El reino de la hipocresía

Se trata de una guerra en la que nuestra sociedad no está triunfando. Ni mucho menos. Van ganando los malos

El reino de la hipocresía
El reino de la hipocresíaBarrio

Hace unas semanas asistí a un acto que prometía ser meramente protocolario, pero que resultó estar cargado de sentido. Se trataba de la imposición de las medallas al mérito del Plan Nacional contra la droga. Se celebraba en el estéticamente incómodo Ministerio de Sanidad, un edificio que parece planificado para deslustrar el maravilloso paseo del Prado. El auditorio estaba lleno hasta la bandera, y no escaseaban los uniformes. Tras la bienvenida inicial comenzó la presentación de los condecorados. Una sucesión de ejemplos que ponían el corazón en vilo y la carne de gallina.

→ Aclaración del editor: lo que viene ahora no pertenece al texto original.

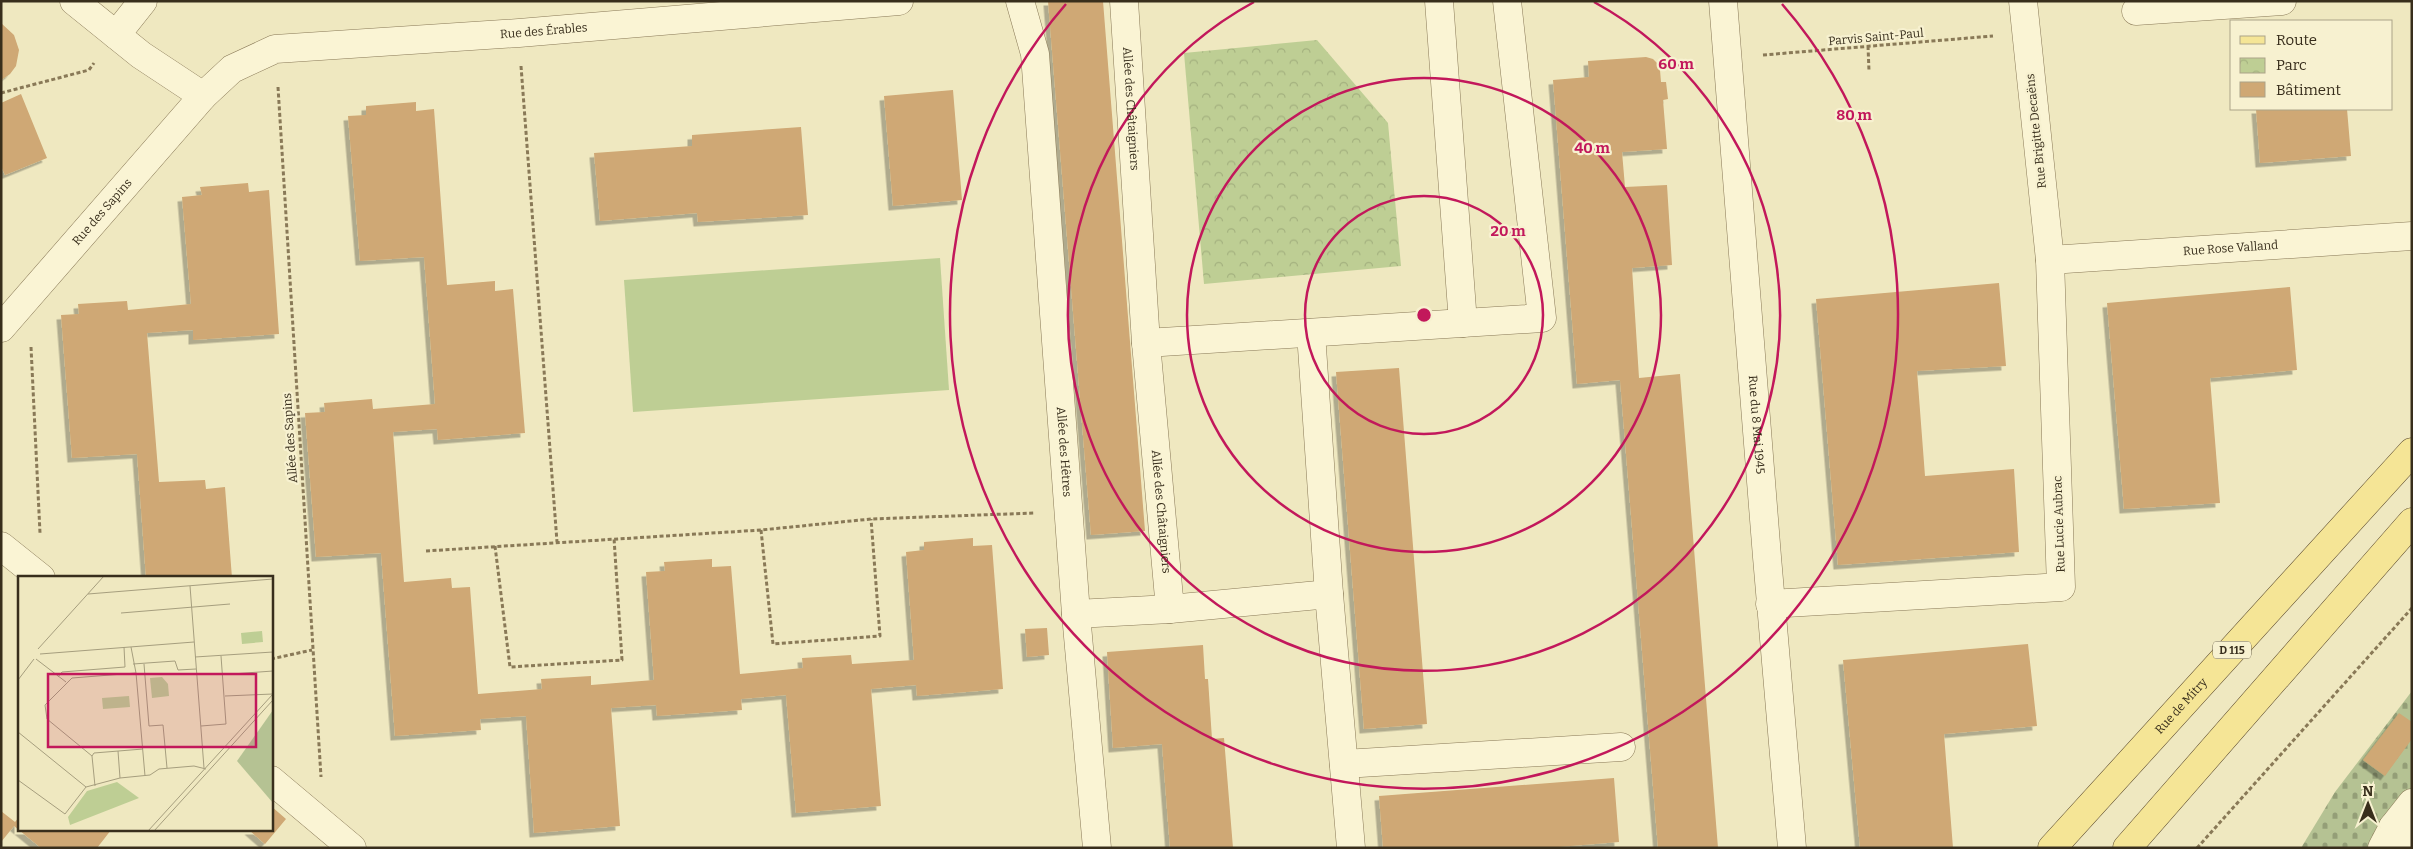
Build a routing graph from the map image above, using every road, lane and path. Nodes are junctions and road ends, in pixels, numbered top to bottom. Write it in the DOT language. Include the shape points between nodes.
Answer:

La mujer, viuda, y el hijo, huérfano, de un agente del Servicio de Vigilancia Aduanera, caído en acto de servicio; la guardia civil, tocada inesperadamente con un turbante que ponía de relieve, más que ocultaba, los efectos de la quimioterapia, que no había conseguido detener su trabajo en una compleja y arriesgada investigación; las madres contra la droga de la asociación Erguete, de la valerosa Carmen Avendaño, a las que vimos en las calles de Vigo afrontando a los poderosos narcotraficantes que asolaban sus barrios y devastaban a sus hijos.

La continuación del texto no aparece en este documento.